BEGIN EXTRACTED INFORMATION

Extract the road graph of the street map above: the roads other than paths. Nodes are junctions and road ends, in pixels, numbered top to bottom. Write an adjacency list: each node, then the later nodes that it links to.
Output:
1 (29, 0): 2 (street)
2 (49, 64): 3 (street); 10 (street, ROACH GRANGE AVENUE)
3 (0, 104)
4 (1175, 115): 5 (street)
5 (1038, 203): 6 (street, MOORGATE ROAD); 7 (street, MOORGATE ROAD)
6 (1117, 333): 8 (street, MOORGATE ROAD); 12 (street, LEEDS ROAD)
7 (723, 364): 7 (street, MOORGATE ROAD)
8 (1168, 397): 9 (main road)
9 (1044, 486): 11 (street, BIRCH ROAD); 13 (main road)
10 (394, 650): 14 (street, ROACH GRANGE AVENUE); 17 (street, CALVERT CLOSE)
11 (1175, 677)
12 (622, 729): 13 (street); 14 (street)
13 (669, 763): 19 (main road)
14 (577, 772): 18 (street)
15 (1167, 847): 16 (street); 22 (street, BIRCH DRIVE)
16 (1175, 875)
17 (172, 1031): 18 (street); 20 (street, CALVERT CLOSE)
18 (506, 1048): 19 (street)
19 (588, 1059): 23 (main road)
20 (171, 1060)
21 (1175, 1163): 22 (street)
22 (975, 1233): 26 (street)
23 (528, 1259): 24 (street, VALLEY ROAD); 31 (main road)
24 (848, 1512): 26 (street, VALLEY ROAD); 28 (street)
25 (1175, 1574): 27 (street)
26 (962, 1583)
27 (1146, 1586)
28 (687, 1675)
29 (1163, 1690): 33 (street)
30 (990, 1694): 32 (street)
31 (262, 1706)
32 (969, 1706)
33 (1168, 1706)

END EXTRACTED INFORMATION

REQUIRED WORK >> All entries above are to be repeated verbatim, down to the last line.

RESULT OF THE TASK >>
Extract the road graph of the street map above: the roads other than paths. Nodes are junctions and road ends, in pixels, numbered top to bottom. Write an adjacency list: each node, then the later nodes that it links to.
Output:
1 (29, 0): 2 (street)
2 (49, 64): 3 (street); 10 (street, ROACH GRANGE AVENUE)
3 (0, 104)
4 (1175, 115): 5 (street)
5 (1038, 203): 6 (street, MOORGATE ROAD); 7 (street, MOORGATE ROAD)
6 (1117, 333): 8 (street, MOORGATE ROAD); 12 (street, LEEDS ROAD)
7 (723, 364): 7 (street, MOORGATE ROAD)
8 (1168, 397): 9 (main road)
9 (1044, 486): 11 (street, BIRCH ROAD); 13 (main road)
10 (394, 650): 14 (street, ROACH GRANGE AVENUE); 17 (street, CALVERT CLOSE)
11 (1175, 677)
12 (622, 729): 13 (street); 14 (street)
13 (669, 763): 19 (main road)
14 (577, 772): 18 (street)
15 (1167, 847): 16 (street); 22 (street, BIRCH DRIVE)
16 (1175, 875)
17 (172, 1031): 18 (street); 20 (street, CALVERT CLOSE)
18 (506, 1048): 19 (street)
19 (588, 1059): 23 (main road)
20 (171, 1060)
21 (1175, 1163): 22 (street)
22 (975, 1233): 26 (street)
23 (528, 1259): 24 (street, VALLEY ROAD); 31 (main road)
24 (848, 1512): 26 (street, VALLEY ROAD); 28 (street)
25 (1175, 1574): 27 (street)
26 (962, 1583)
27 (1146, 1586)
28 (687, 1675)
29 (1163, 1690): 33 (street)
30 (990, 1694): 32 (street)
31 (262, 1706)
32 (969, 1706)
33 (1168, 1706)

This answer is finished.